START DATA FOR REVIEW
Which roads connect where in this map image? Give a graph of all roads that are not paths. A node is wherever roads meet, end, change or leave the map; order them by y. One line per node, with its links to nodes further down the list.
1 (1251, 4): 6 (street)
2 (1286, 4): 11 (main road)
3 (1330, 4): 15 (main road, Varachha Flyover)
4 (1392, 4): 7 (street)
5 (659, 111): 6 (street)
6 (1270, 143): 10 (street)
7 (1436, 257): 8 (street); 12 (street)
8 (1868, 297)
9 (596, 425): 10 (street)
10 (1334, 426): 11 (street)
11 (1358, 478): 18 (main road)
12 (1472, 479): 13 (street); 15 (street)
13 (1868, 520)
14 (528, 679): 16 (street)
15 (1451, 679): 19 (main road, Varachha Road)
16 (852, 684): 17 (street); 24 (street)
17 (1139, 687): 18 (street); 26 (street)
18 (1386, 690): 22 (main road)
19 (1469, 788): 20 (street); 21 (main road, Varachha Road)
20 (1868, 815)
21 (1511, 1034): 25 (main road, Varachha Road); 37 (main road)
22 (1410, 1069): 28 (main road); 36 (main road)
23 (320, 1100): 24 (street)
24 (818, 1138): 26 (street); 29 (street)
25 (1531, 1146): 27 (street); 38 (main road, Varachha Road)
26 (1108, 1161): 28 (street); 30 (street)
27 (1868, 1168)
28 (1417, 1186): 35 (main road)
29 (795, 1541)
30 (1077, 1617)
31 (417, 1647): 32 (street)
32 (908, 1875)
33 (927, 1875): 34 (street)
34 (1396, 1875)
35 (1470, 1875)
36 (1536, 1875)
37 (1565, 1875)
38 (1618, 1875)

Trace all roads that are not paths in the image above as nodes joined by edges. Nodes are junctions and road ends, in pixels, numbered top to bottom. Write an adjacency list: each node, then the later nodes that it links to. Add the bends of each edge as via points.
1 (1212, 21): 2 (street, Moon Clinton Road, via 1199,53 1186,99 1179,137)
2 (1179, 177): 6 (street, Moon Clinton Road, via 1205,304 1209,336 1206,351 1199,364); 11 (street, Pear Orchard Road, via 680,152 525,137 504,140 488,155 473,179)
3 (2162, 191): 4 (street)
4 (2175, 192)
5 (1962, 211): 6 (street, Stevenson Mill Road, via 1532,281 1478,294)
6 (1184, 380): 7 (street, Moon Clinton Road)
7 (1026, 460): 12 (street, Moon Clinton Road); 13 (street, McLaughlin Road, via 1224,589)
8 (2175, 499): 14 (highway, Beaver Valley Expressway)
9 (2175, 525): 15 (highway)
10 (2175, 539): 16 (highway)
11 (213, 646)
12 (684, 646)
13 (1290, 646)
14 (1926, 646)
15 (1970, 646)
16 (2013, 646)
END DATA FOR REVIEW
## YOUR GOAL
Would you transcribe the data above exactly as it stands?

## ANSWER TO THIS PROBLEM
Which roads connect where in this map image? Give a graph of all roads that are not paths. A node is wherever roads meet, end, change or leave the map; order them by y. One line per node, with its links to nodes further down the list.
1 (1251, 4): 6 (street)
2 (1286, 4): 11 (main road)
3 (1330, 4): 15 (main road, Varachha Flyover)
4 (1392, 4): 7 (street)
5 (659, 111): 6 (street)
6 (1270, 143): 10 (street)
7 (1436, 257): 8 (street); 12 (street)
8 (1868, 297)
9 (596, 425): 10 (street)
10 (1334, 426): 11 (street)
11 (1358, 478): 18 (main road)
12 (1472, 479): 13 (street); 15 (street)
13 (1868, 520)
14 (528, 679): 16 (street)
15 (1451, 679): 19 (main road, Varachha Road)
16 (852, 684): 17 (street); 24 (street)
17 (1139, 687): 18 (street); 26 (street)
18 (1386, 690): 22 (main road)
19 (1469, 788): 20 (street); 21 (main road, Varachha Road)
20 (1868, 815)
21 (1511, 1034): 25 (main road, Varachha Road); 37 (main road)
22 (1410, 1069): 28 (main road); 36 (main road)
23 (320, 1100): 24 (street)
24 (818, 1138): 26 (street); 29 (street)
25 (1531, 1146): 27 (street); 38 (main road, Varachha Road)
26 (1108, 1161): 28 (street); 30 (street)
27 (1868, 1168)
28 (1417, 1186): 35 (main road)
29 (795, 1541)
30 (1077, 1617)
31 (417, 1647): 32 (street)
32 (908, 1875)
33 (927, 1875): 34 (street)
34 (1396, 1875)
35 (1470, 1875)
36 (1536, 1875)
37 (1565, 1875)
38 (1618, 1875)

Trace all roads that are not paths in the image above as nodes joined by edges. Nodes are junctions and road ends, in pixels, numbered top to bottom. Write an adjacency list: each node, then the later nodes that it links to. Add the bends of each edge as via points.
1 (1212, 21): 2 (street, Moon Clinton Road, via 1199,53 1186,99 1179,137)
2 (1179, 177): 6 (street, Moon Clinton Road, via 1205,304 1209,336 1206,351 1199,364); 11 (street, Pear Orchard Road, via 680,152 525,137 504,140 488,155 473,179)
3 (2162, 191): 4 (street)
4 (2175, 192)
5 (1962, 211): 6 (street, Stevenson Mill Road, via 1532,281 1478,294)
6 (1184, 380): 7 (street, Moon Clinton Road)
7 (1026, 460): 12 (street, Moon Clinton Road); 13 (street, McLaughlin Road, via 1224,589)
8 (2175, 499): 14 (highway, Beaver Valley Expressway)
9 (2175, 525): 15 (highway)
10 (2175, 539): 16 (highway)
11 (213, 646)
12 (684, 646)
13 (1290, 646)
14 (1926, 646)
15 (1970, 646)
16 (2013, 646)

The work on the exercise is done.